Assignment ▸ Each line of the listing below that includes "Azərbaycan" should be reported.

Records for the task ▸
——

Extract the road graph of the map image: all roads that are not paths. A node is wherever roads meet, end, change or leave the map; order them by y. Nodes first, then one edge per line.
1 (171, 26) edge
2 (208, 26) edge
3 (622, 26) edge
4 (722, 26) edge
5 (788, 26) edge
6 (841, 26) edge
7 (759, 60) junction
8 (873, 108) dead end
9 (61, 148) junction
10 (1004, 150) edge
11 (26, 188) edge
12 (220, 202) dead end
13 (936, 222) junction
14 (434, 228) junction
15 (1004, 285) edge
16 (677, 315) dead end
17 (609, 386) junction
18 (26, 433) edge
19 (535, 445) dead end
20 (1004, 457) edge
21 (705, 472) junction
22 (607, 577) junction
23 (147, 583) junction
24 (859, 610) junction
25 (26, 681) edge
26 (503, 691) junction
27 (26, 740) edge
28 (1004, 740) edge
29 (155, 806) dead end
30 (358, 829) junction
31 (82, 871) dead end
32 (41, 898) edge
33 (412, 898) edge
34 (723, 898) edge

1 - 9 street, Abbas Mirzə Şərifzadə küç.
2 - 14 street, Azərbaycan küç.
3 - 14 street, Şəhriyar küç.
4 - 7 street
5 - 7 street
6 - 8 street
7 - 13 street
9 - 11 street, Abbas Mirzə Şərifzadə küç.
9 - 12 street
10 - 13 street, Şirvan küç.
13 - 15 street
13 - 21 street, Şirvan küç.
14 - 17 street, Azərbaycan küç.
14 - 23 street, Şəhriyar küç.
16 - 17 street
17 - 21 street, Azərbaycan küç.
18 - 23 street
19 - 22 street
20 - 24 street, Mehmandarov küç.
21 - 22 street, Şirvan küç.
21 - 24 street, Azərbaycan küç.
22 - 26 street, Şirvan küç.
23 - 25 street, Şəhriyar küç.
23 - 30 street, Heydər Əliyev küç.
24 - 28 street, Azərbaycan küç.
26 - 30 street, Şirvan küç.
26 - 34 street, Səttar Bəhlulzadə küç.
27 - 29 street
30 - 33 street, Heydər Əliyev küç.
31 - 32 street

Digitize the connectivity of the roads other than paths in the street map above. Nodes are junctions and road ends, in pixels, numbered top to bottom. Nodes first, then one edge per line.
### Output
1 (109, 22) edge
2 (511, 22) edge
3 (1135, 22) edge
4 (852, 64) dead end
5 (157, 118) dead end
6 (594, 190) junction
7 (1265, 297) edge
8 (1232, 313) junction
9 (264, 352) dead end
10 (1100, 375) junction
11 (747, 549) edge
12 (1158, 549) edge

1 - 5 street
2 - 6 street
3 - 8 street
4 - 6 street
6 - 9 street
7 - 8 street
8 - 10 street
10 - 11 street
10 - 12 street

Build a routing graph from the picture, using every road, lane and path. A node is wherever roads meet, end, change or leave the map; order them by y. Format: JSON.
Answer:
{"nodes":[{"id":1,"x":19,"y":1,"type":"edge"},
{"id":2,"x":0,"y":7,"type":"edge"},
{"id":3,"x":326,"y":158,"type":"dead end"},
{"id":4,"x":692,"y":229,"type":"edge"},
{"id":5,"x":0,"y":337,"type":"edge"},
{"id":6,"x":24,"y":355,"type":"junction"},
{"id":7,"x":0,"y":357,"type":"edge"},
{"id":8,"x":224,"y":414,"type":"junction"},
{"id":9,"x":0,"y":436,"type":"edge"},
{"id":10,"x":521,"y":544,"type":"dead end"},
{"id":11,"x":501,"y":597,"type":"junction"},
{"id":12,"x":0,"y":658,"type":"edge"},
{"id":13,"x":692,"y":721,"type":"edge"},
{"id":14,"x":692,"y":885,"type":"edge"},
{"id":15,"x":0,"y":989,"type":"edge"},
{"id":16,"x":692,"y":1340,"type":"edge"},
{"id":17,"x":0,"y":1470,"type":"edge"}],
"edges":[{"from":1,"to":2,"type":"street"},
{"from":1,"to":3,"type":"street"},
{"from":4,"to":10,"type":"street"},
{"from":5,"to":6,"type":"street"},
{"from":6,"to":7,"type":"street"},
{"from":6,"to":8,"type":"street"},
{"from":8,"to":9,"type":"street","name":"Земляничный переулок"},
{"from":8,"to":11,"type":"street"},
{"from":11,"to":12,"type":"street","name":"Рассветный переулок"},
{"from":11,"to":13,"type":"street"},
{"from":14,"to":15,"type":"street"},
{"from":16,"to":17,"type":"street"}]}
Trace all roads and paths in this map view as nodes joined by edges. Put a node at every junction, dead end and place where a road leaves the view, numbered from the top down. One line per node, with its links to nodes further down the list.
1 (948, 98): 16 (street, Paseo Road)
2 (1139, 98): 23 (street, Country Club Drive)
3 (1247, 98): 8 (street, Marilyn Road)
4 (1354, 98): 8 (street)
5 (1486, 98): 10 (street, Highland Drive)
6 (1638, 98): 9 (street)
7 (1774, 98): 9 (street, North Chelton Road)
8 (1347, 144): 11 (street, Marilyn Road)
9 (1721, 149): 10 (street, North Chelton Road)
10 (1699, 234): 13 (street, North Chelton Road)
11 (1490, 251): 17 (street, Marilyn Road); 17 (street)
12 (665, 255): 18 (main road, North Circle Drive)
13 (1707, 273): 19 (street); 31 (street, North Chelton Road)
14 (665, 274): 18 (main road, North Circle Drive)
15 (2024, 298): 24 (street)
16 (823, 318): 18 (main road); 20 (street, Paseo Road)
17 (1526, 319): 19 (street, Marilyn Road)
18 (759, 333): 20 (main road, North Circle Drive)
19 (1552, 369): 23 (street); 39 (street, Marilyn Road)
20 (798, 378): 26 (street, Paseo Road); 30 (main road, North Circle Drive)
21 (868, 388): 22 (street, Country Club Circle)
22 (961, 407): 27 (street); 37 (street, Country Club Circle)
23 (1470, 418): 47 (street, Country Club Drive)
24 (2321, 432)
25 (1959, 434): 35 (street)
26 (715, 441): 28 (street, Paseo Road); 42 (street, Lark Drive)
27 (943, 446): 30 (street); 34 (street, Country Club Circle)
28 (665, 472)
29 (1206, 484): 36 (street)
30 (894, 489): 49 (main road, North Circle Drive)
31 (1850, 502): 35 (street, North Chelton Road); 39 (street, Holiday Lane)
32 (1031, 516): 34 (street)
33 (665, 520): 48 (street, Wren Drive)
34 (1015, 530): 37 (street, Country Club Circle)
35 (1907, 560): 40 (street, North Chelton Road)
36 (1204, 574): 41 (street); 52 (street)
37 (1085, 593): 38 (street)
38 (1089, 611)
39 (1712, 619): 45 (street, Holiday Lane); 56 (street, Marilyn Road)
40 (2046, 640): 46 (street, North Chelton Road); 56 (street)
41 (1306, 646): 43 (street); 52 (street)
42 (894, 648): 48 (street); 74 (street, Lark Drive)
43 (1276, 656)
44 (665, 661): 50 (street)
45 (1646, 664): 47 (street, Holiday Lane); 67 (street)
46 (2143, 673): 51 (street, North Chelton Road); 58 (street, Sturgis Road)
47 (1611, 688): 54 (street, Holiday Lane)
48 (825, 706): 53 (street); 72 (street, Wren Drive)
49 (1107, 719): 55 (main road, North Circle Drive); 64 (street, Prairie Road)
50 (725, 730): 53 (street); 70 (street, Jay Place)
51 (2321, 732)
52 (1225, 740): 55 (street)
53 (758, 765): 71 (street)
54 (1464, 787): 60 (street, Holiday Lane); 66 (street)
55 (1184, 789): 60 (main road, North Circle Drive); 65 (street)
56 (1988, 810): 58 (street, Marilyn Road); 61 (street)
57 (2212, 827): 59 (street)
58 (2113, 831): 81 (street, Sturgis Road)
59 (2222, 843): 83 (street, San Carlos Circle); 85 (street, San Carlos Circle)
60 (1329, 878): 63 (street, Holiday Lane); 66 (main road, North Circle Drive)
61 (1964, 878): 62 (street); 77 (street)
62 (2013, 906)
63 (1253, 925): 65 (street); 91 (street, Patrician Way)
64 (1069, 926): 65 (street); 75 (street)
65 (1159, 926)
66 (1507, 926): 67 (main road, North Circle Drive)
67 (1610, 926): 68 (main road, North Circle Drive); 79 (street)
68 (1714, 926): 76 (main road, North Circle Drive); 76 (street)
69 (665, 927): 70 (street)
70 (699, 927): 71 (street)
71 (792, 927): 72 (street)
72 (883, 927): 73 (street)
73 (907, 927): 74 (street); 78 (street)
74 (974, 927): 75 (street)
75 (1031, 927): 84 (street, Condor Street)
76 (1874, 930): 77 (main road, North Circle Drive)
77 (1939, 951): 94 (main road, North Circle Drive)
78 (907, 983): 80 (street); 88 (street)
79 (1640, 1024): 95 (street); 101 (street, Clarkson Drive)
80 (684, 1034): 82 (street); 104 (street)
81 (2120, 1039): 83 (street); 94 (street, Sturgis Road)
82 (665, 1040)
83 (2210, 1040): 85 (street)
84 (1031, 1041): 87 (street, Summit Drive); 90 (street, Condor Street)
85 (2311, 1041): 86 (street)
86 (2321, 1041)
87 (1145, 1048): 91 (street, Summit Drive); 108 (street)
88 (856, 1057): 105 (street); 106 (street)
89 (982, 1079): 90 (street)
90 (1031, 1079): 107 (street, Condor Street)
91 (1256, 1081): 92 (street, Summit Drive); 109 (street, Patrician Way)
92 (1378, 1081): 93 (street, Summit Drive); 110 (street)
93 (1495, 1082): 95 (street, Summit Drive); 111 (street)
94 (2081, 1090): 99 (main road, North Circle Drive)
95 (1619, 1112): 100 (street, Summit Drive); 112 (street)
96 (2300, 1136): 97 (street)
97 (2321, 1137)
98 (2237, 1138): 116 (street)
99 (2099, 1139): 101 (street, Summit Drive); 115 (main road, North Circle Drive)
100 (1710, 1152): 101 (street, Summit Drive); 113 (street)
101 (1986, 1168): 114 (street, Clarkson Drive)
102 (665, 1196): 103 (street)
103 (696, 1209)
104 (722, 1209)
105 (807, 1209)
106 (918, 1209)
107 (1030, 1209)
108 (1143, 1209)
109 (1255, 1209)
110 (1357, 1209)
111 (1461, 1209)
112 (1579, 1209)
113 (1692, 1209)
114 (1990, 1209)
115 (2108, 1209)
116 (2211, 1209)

——

Output below ▸
2 - 14 street, Azərbaycan küç.
14 - 17 street, Azərbaycan küç.
17 - 21 street, Azərbaycan küç.
21 - 24 street, Azərbaycan küç.
24 - 28 street, Azərbaycan küç.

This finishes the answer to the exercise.